With the trained deep neural network, the pixel-wise water/fat dominancy was first estimated using only the image corresponding to the first-echo of the triple echo Dixon acquisition. Then, the coil-by-coil phase-correction (i.e. subtracting 140° from the image-phase for fat-dominant pixels) was performed with the estimated dominancy information to separate water and fat images. To evaluate the performance, we compared the final water and fat images from the proposed method and from the original FTED reconstruction.8
RESULTS / DISCUSSION
Fig. 1 shows an example of successful water and fat images from the proposed method and FTED. For most of the testing images, the proposed deep neural network was able to generate clean water and fat separation using only the single image from the first echo. However, small areas of water/fat swapping was occasionally noted, mostly in some edge slices, or areas of signal wrap-around (Fig. 2a), or areas of very low SNR (Fig. 2b).

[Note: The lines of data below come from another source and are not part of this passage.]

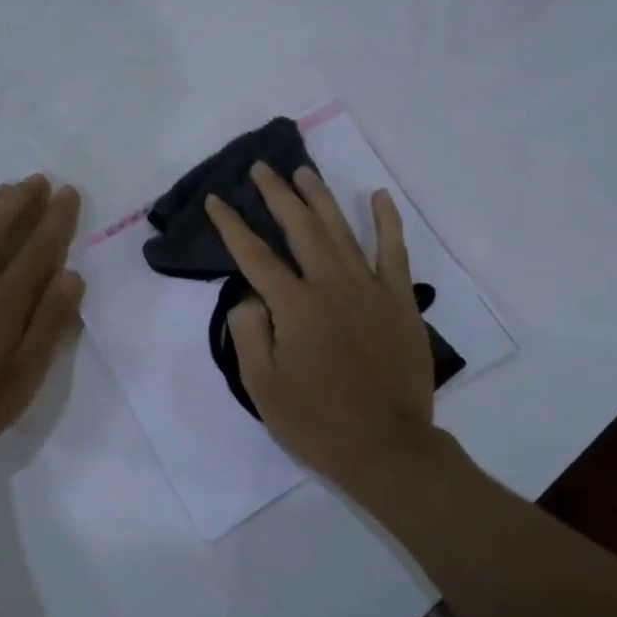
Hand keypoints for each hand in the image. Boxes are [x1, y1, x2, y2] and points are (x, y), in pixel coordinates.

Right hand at [205, 164, 442, 491]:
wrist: (388, 448)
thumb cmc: (318, 422)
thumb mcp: (263, 387)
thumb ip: (248, 333)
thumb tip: (249, 296)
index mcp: (295, 306)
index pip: (254, 255)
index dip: (231, 225)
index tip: (216, 199)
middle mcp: (331, 286)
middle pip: (300, 228)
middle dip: (277, 195)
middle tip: (261, 168)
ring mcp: (370, 290)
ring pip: (341, 231)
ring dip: (320, 198)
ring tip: (303, 172)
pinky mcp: (400, 301)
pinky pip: (394, 253)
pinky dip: (387, 222)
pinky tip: (379, 197)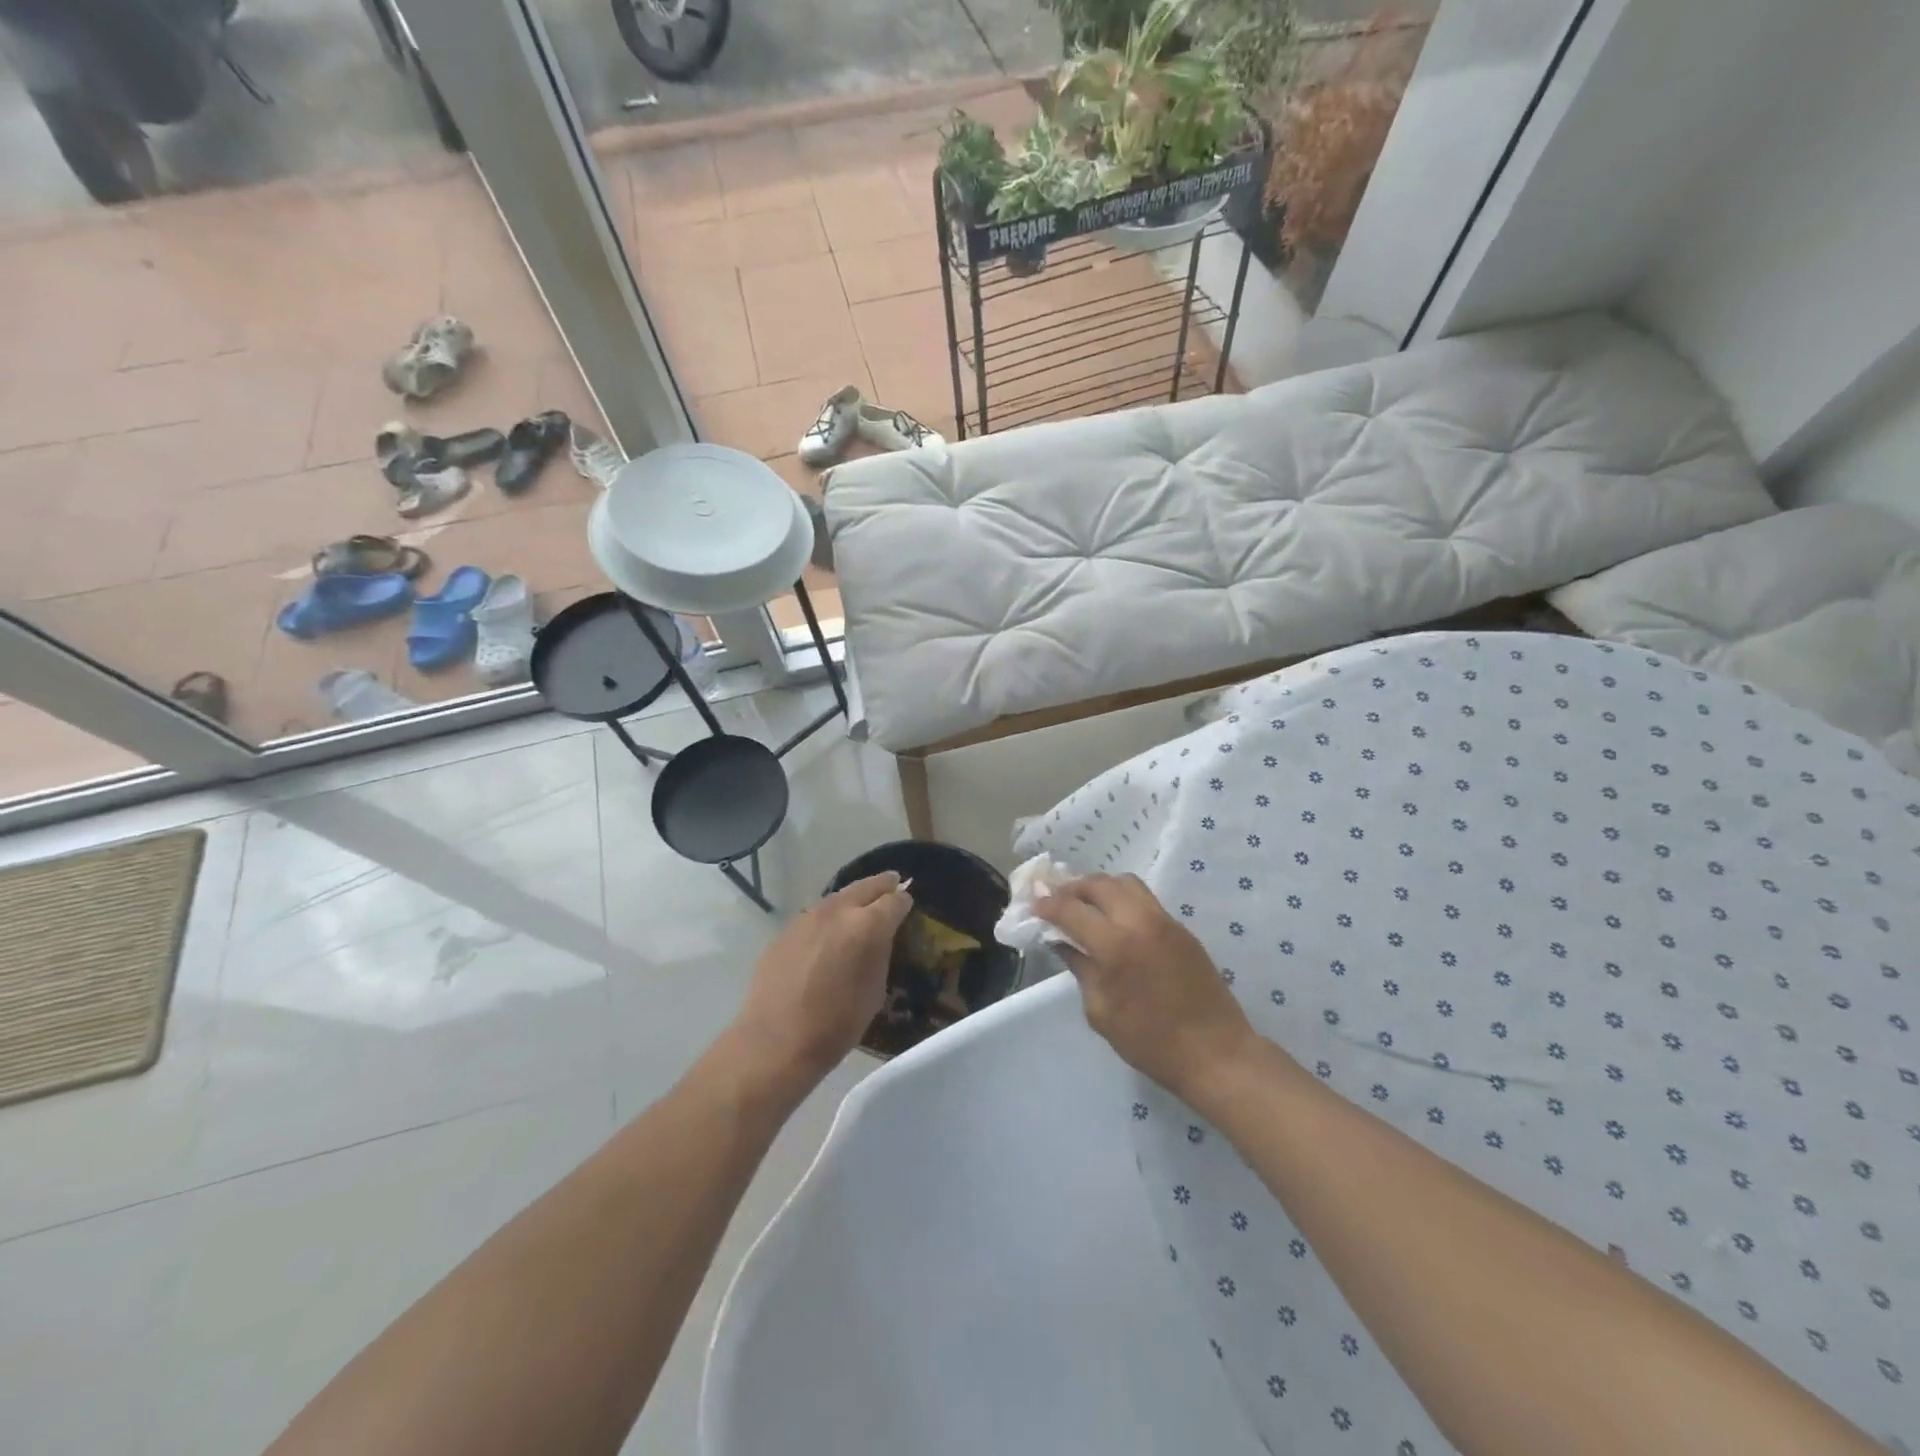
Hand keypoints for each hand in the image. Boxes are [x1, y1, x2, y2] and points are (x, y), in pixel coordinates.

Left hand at [728, 872, 911, 1099]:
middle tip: (892, 883)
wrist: (776, 1041)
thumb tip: (879, 938)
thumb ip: (879, 954)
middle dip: (881, 885)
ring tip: (860, 908)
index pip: (894, 901)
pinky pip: (813, 919)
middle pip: (865, 887)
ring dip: (851, 900)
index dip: (904, 902)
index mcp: (867, 926)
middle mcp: (837, 912)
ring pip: (837, 899)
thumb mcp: (875, 991)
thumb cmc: (836, 1024)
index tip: (907, 904)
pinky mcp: (785, 932)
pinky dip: (827, 921)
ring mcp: (807, 919)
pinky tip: (826, 936)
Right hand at [1036, 873, 1255, 1101]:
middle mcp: (1139, 921)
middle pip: (1098, 884)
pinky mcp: (1181, 928)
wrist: (1215, 1052)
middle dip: (1072, 888)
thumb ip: (1081, 968)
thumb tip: (1062, 942)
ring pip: (1125, 883)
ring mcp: (1164, 921)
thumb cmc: (1150, 1041)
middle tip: (1056, 899)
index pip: (1070, 909)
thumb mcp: (1101, 1011)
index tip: (1033, 905)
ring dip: (1099, 887)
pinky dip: (1122, 899)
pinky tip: (1114, 919)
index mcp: (1115, 945)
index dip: (1047, 904)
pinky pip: (1145, 899)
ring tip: (1085, 904)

Despite having been investigated and its potential advantages over multi-echo Dixon imaging, single point Dixon imaging is generally considered less robust than the multiple point Dixon imaging and therefore has not been in widespread clinical use. In our method, the deep neural network was trained with the labeled water and fat images that were generated using multiple-echo Dixon images and the required input images were only from a single echo with a flexible echo time.